YOUR ASSIGNMENT: Tell how many lines in these records contain the string "Avenue", with only the number as the reply.

BEGIN RECORDS PROVIDED

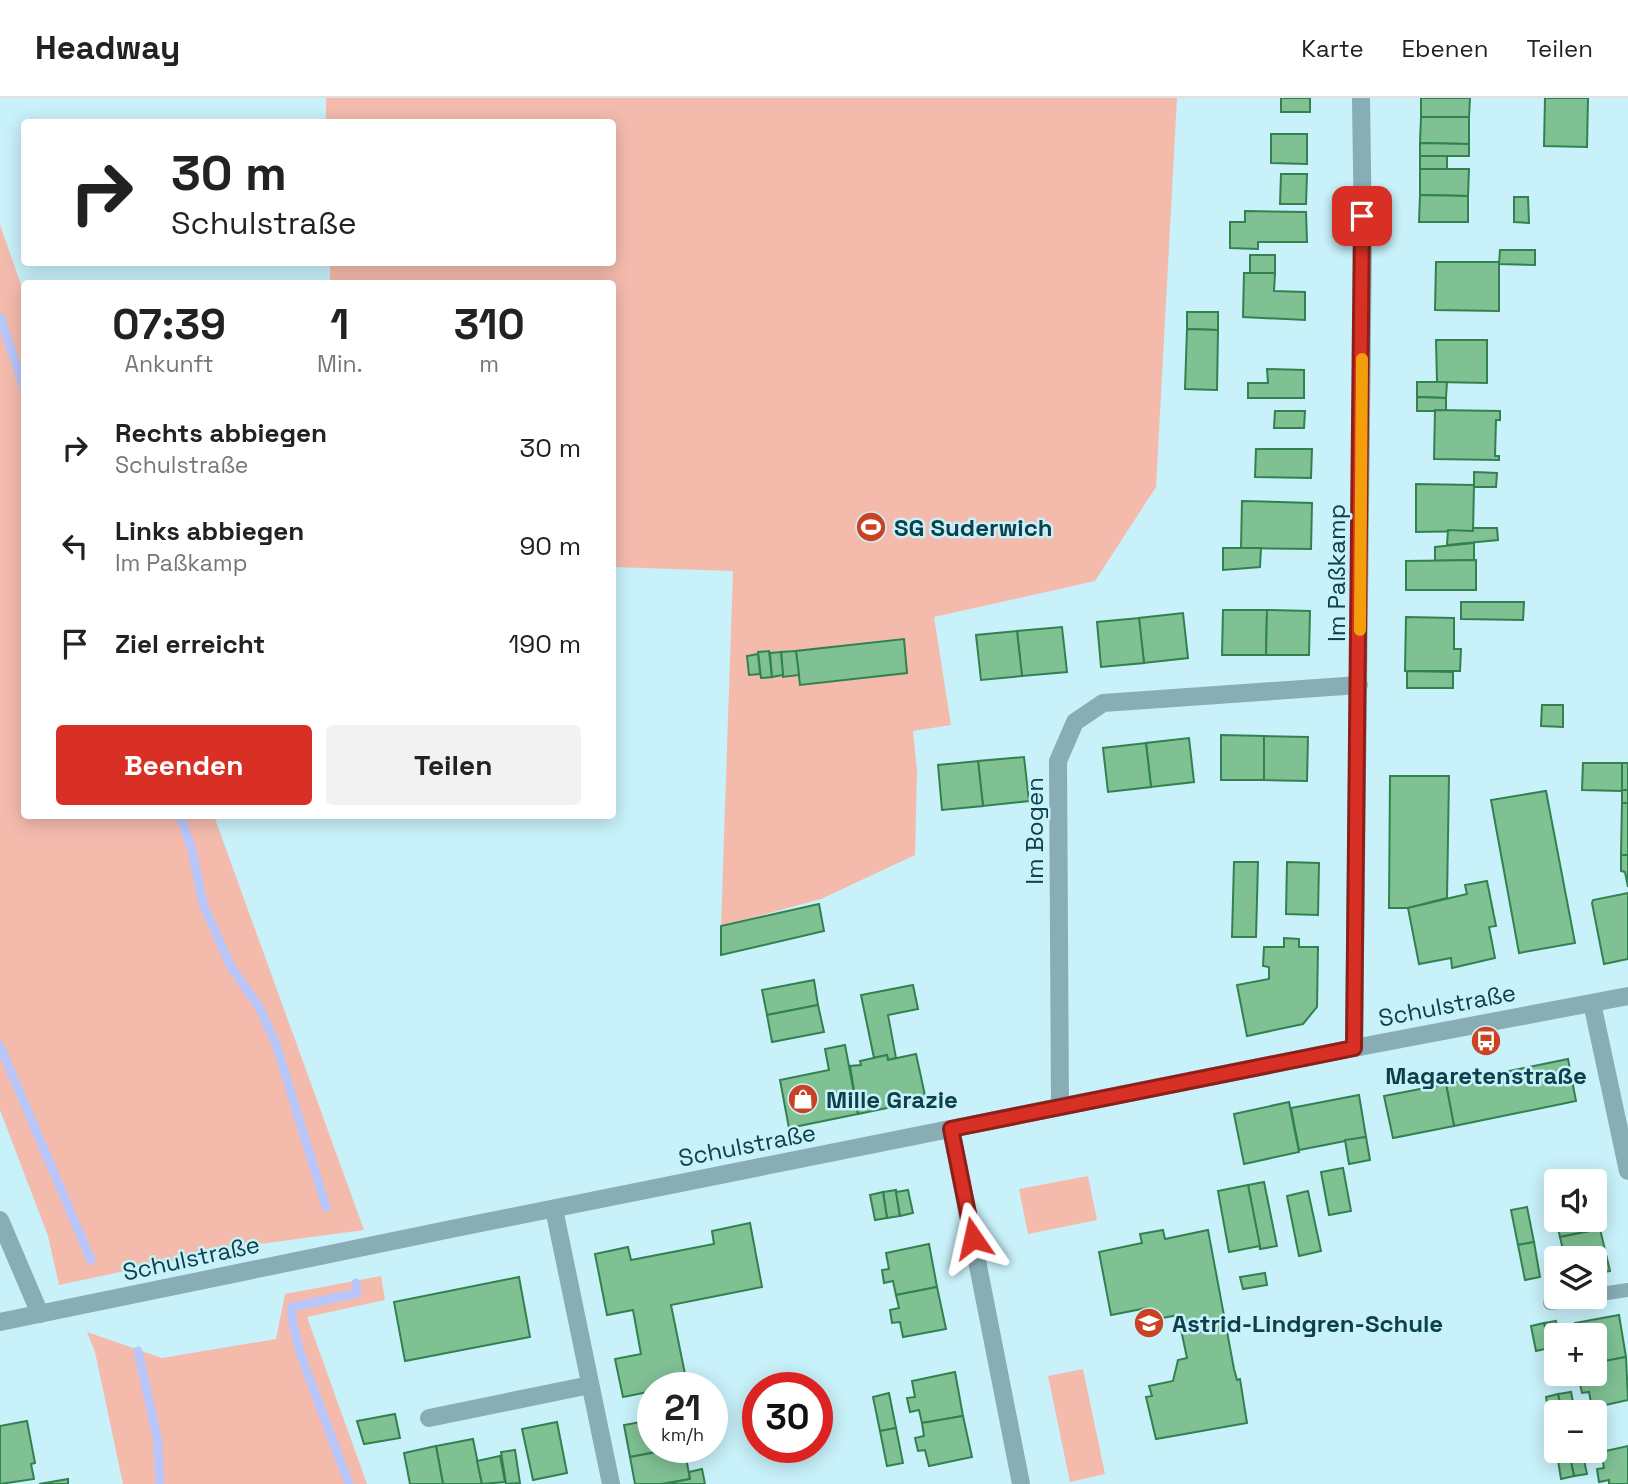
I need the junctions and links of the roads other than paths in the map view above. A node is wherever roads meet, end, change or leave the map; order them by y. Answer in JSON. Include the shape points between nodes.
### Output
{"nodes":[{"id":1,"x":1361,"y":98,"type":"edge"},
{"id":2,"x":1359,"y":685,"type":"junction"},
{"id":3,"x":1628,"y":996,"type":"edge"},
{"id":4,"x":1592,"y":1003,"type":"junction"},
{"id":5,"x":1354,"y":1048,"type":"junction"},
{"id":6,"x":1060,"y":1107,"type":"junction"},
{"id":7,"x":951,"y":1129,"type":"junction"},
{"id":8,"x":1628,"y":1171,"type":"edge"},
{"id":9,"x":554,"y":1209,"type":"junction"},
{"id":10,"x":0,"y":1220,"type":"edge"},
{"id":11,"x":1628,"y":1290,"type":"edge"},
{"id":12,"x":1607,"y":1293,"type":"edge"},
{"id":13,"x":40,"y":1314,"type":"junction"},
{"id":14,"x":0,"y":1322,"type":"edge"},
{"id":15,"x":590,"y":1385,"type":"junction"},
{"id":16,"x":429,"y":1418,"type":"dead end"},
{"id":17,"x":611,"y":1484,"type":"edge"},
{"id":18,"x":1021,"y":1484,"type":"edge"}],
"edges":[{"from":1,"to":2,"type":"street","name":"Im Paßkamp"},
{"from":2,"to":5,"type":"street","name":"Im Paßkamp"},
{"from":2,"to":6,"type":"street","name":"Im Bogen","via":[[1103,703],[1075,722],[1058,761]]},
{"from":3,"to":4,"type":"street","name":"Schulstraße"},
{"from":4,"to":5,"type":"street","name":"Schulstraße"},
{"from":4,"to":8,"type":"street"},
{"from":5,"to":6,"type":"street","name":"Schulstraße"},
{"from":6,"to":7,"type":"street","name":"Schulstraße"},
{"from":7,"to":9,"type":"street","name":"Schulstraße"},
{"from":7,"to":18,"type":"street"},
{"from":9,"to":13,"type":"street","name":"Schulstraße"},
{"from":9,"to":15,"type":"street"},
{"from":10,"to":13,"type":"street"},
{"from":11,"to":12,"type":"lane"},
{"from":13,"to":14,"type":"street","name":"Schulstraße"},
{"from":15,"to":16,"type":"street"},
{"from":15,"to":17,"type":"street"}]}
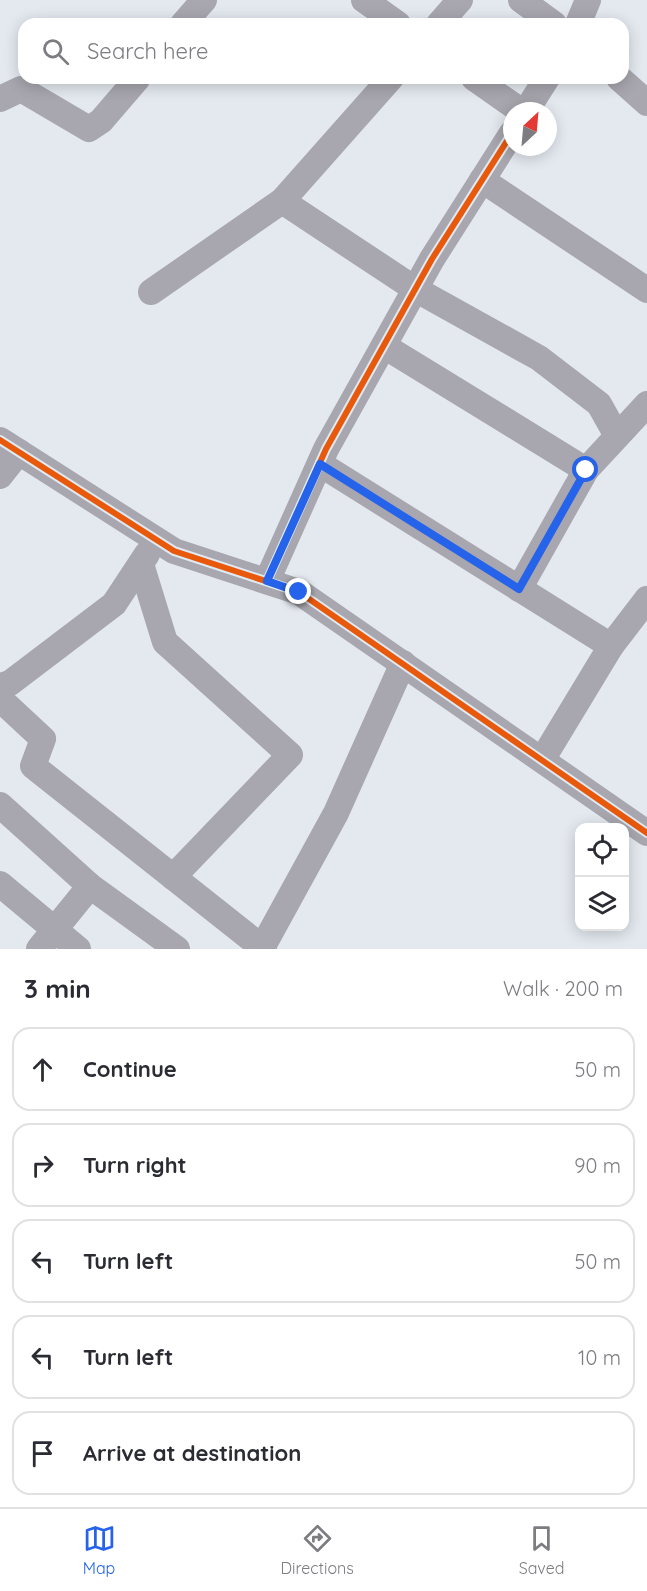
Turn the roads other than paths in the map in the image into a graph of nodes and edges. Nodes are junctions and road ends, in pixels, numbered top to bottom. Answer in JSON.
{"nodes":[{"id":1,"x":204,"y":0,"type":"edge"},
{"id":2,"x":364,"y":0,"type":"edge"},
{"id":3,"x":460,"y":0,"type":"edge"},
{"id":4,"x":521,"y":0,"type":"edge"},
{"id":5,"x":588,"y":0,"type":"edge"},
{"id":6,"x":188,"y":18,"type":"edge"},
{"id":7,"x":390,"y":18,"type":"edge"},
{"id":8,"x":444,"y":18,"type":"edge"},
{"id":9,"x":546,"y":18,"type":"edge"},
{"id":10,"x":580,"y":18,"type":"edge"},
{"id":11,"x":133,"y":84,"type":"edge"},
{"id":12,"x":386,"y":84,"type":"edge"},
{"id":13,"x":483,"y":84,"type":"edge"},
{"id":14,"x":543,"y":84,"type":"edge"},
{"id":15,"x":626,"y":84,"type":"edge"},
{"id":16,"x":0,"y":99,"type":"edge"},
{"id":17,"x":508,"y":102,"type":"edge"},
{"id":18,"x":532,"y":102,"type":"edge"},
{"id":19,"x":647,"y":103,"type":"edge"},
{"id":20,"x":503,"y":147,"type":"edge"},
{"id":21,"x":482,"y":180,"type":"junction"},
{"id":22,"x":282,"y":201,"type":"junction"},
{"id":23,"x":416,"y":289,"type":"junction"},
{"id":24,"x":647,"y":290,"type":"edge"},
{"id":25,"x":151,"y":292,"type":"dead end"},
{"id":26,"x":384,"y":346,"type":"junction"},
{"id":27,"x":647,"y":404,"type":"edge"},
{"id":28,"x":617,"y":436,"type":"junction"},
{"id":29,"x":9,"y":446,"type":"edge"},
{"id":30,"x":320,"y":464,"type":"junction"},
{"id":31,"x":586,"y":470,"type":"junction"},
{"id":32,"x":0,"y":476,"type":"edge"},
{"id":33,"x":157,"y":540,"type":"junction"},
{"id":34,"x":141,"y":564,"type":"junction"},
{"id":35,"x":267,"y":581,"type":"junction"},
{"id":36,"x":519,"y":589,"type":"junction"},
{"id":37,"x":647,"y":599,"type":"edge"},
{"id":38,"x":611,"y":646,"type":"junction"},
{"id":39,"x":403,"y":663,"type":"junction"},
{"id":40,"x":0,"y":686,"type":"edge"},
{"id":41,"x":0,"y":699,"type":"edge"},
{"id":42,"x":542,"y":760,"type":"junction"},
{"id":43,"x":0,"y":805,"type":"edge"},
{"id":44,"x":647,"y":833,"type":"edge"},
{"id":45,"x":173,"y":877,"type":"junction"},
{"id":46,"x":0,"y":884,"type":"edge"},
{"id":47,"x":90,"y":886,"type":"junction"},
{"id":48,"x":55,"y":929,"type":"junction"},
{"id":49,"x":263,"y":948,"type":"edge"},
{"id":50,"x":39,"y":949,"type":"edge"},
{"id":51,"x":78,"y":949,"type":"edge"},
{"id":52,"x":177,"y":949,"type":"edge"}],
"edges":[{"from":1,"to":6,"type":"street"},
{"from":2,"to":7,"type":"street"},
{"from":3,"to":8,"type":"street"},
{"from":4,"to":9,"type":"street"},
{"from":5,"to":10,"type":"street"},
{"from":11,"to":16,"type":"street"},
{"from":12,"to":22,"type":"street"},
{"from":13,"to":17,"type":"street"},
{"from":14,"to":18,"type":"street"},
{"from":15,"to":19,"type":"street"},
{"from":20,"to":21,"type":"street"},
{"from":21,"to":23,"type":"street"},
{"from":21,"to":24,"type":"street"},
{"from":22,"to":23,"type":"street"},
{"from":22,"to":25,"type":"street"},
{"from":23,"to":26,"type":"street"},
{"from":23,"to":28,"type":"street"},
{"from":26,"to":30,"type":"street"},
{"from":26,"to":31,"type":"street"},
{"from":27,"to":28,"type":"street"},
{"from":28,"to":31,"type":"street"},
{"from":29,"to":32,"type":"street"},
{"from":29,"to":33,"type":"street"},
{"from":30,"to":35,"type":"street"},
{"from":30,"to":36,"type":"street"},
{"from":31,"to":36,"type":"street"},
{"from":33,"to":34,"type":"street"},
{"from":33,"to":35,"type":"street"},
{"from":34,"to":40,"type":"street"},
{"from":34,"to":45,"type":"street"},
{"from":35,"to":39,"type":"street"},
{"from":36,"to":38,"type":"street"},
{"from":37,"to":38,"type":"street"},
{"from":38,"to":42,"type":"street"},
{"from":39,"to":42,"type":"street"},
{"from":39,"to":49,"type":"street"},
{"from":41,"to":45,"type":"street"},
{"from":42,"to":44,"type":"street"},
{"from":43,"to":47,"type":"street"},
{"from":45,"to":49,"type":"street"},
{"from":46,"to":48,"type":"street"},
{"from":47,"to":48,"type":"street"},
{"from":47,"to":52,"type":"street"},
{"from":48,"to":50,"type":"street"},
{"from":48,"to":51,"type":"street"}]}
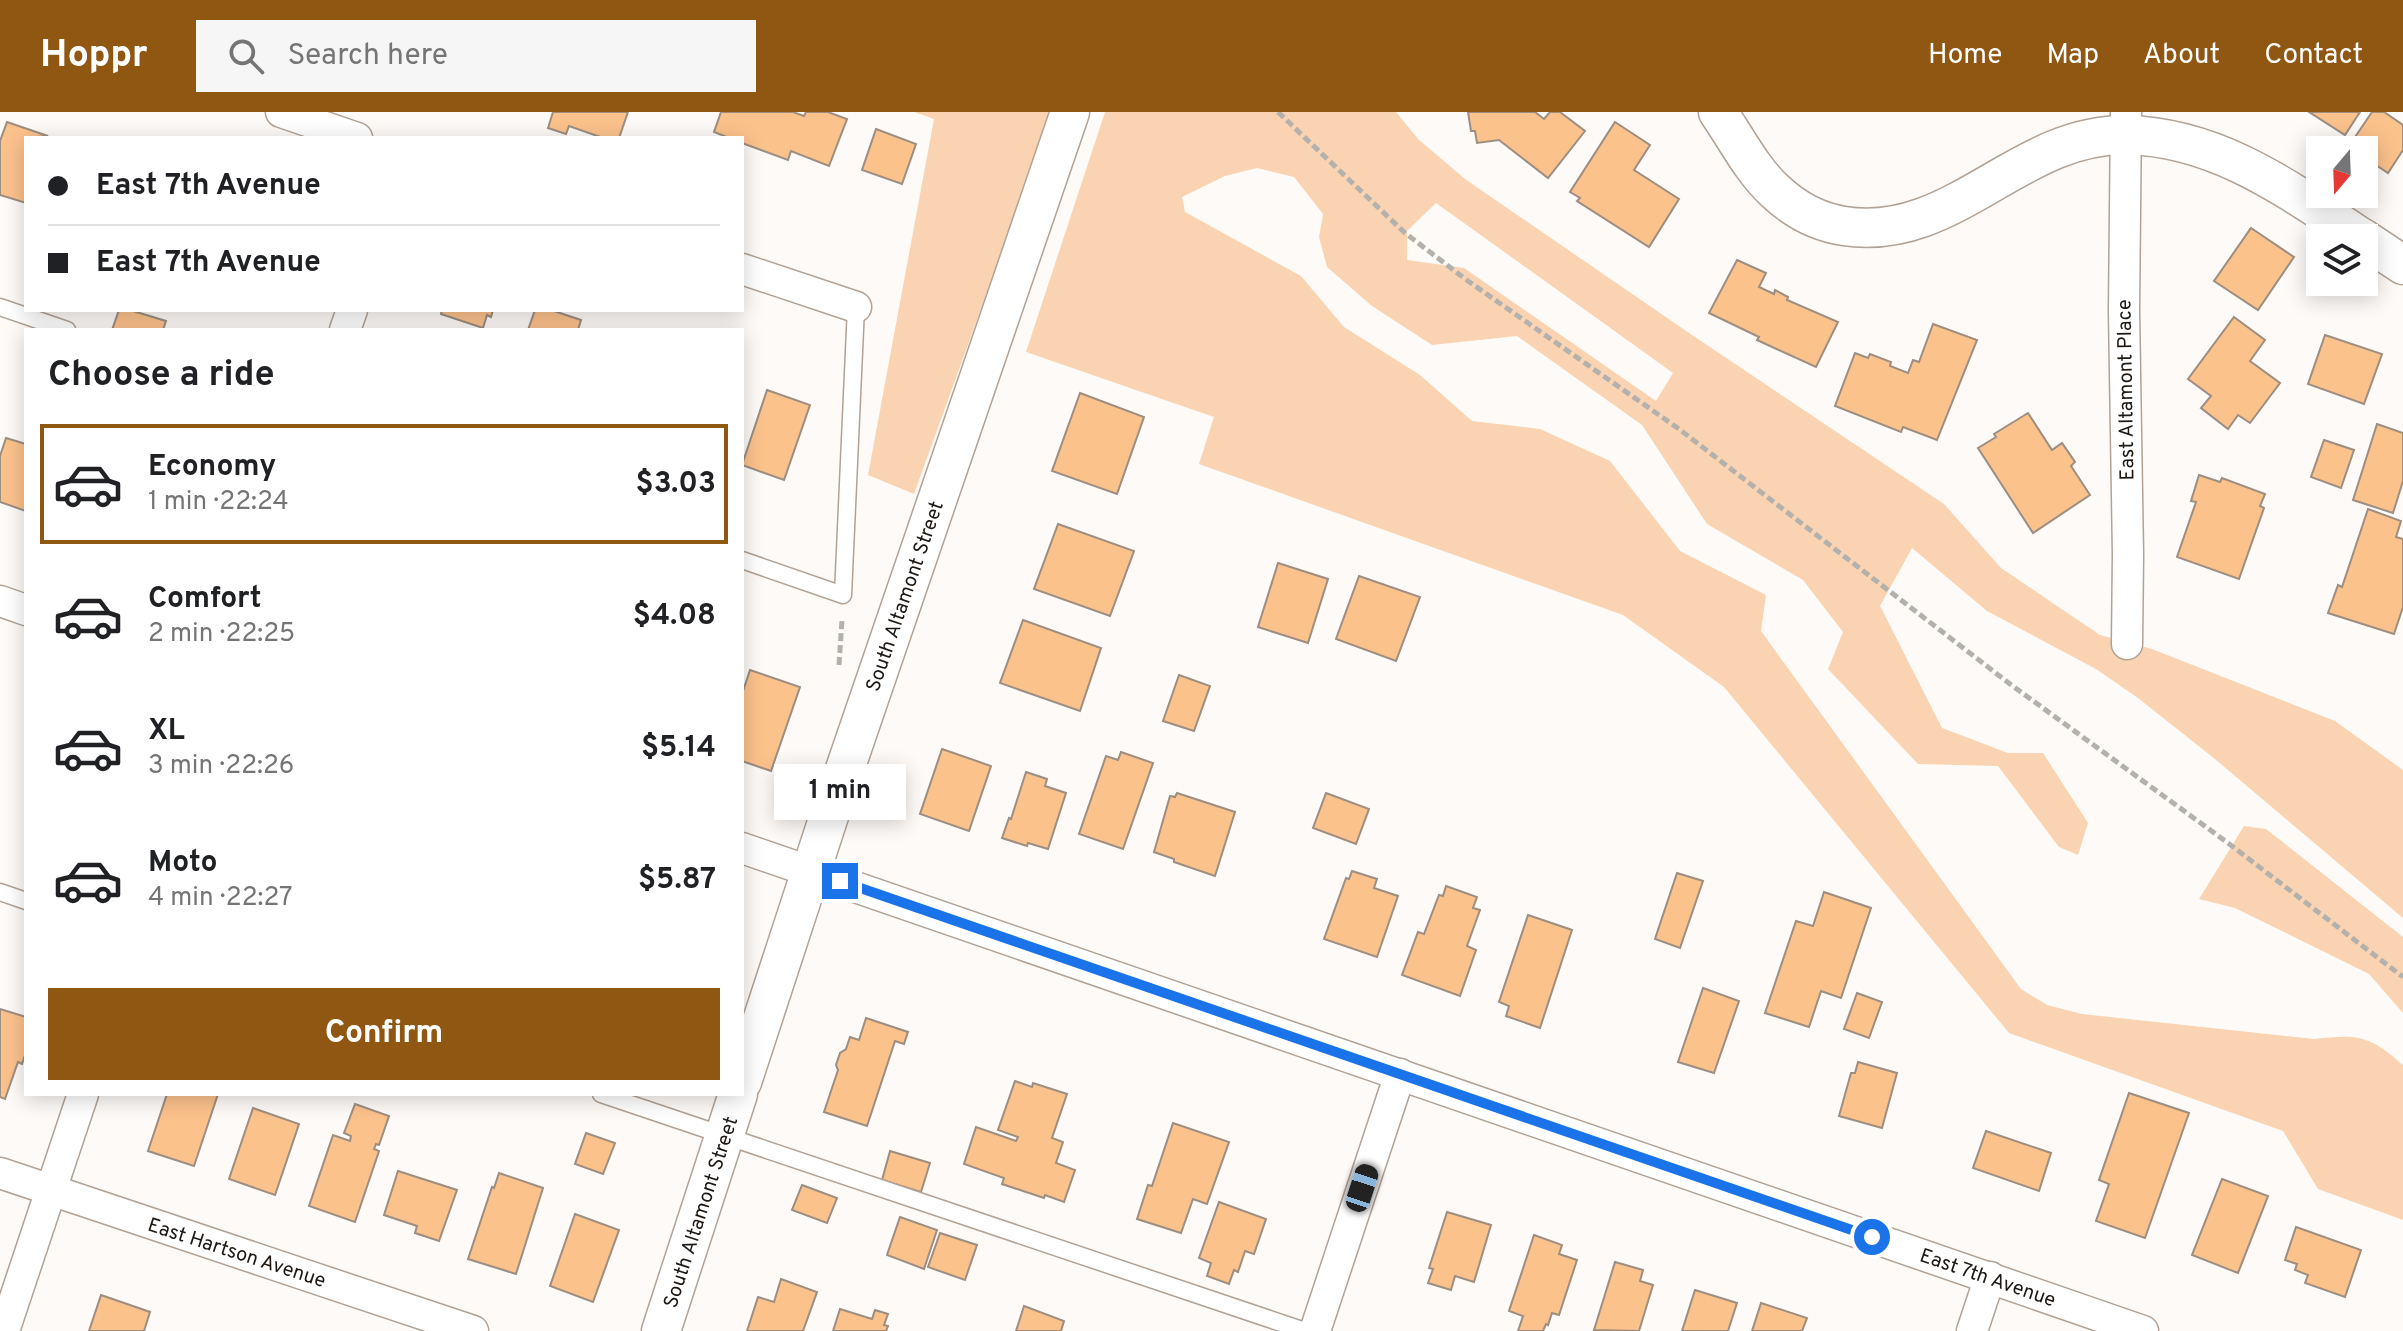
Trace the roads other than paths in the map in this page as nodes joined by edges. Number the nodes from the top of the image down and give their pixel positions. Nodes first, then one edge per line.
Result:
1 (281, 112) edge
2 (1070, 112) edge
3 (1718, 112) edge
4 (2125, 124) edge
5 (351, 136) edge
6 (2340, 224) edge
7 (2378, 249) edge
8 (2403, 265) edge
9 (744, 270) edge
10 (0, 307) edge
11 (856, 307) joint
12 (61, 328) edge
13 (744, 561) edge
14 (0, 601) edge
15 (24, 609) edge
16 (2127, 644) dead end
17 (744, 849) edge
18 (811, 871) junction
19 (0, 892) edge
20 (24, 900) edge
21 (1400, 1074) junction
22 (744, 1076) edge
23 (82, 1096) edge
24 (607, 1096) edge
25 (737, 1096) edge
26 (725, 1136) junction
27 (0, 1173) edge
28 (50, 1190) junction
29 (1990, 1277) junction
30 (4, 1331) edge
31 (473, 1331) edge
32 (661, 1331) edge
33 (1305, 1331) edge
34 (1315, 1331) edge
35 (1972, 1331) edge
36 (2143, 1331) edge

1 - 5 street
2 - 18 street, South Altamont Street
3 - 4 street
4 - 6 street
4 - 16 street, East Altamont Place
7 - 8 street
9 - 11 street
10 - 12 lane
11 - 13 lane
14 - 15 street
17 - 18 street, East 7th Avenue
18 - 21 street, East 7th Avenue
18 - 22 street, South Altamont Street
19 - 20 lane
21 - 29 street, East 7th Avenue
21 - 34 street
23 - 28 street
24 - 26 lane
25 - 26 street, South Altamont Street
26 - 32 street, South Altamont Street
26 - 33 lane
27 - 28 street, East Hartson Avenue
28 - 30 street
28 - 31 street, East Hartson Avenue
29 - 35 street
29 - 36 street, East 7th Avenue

END RECORDS PROVIDED

ANSWER TO THIS PROBLEM: 6